* [Work order]:
Every line of the records below that holds the word "lane" should be copied out.

Collected data entries:
--*--
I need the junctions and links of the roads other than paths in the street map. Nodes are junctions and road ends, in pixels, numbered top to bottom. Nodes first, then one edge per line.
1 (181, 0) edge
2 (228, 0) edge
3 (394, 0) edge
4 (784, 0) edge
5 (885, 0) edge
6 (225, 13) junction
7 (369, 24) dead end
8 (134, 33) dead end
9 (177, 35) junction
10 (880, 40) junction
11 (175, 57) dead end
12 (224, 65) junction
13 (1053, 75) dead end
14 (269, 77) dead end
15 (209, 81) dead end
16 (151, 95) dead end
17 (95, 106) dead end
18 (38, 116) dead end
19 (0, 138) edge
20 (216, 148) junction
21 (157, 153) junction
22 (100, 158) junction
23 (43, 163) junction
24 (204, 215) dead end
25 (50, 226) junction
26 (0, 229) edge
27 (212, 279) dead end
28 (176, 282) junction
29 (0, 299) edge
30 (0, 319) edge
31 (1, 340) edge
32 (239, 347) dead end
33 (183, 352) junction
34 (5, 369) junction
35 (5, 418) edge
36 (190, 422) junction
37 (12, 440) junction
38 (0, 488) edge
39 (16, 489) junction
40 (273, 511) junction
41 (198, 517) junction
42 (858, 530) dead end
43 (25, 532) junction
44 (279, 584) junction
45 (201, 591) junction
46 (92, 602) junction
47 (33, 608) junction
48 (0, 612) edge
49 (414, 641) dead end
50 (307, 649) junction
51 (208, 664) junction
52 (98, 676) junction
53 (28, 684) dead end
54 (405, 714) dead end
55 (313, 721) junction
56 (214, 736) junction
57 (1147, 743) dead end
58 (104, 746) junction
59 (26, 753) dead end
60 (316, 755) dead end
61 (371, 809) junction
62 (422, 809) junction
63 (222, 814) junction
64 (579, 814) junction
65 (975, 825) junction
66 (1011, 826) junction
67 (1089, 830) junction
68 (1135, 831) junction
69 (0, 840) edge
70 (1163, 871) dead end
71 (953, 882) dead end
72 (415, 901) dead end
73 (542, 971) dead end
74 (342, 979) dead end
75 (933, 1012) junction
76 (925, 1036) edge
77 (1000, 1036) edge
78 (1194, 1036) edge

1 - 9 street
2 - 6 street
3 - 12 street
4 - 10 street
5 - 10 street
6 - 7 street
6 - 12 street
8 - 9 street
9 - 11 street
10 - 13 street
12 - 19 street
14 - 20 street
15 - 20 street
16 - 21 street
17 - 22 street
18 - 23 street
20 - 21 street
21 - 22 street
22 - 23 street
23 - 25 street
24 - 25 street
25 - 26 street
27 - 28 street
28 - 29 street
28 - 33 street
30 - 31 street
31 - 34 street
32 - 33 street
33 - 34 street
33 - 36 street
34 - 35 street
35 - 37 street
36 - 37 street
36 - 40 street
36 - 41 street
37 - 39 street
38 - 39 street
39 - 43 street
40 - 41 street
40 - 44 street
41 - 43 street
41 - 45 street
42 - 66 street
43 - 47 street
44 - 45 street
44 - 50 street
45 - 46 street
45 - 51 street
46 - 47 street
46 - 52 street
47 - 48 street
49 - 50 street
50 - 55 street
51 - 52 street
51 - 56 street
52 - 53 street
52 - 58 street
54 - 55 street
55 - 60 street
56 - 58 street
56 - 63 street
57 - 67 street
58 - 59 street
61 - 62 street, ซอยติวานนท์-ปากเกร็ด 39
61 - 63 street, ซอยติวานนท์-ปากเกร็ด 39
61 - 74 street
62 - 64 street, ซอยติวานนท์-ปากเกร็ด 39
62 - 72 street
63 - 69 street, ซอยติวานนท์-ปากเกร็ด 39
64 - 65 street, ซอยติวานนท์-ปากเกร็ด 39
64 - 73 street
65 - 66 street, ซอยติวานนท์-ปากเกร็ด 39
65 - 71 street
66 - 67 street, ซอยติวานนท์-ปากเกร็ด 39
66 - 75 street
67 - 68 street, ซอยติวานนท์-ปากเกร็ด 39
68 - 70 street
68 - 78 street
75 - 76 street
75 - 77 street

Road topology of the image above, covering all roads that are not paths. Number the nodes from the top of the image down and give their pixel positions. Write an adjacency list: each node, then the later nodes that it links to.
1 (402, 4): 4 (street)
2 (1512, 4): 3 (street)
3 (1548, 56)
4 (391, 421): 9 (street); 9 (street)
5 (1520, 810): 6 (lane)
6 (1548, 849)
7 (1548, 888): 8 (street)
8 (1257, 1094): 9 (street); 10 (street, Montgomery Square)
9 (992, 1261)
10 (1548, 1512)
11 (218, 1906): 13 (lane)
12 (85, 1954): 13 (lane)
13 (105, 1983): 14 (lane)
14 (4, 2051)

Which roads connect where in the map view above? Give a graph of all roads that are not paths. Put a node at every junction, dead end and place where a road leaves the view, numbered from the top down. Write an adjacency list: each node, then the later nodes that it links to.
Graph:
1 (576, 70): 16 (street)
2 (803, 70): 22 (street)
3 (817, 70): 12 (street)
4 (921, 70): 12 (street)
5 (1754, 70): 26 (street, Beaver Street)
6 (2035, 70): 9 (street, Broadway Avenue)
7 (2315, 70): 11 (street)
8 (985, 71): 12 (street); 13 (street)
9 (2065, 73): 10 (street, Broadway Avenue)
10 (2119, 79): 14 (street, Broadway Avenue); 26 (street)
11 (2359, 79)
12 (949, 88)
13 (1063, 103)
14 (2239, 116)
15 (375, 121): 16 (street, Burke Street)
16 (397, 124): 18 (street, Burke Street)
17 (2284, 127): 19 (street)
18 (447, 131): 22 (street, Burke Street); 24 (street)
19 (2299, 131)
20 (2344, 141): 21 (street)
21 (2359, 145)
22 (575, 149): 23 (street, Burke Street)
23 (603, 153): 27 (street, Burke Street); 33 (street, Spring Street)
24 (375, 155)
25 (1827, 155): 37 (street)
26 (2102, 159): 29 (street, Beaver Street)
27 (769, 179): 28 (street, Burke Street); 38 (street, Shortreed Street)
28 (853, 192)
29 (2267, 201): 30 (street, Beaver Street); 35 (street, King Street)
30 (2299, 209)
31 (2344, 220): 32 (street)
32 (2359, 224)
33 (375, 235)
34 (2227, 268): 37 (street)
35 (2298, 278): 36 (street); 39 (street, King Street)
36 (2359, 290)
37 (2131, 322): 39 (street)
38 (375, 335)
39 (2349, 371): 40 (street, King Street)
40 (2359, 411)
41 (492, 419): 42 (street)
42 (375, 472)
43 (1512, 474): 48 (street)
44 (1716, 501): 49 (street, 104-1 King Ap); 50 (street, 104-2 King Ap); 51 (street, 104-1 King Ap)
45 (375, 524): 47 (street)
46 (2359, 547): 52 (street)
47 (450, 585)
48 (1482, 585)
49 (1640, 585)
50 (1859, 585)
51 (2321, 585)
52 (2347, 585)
--*--
* [Problem solution]:
5 (1520, 810): 6 (lane)
11 (218, 1906): 13 (lane)
12 (85, 1954): 13 (lane)
13 (105, 1983): 14 (lane)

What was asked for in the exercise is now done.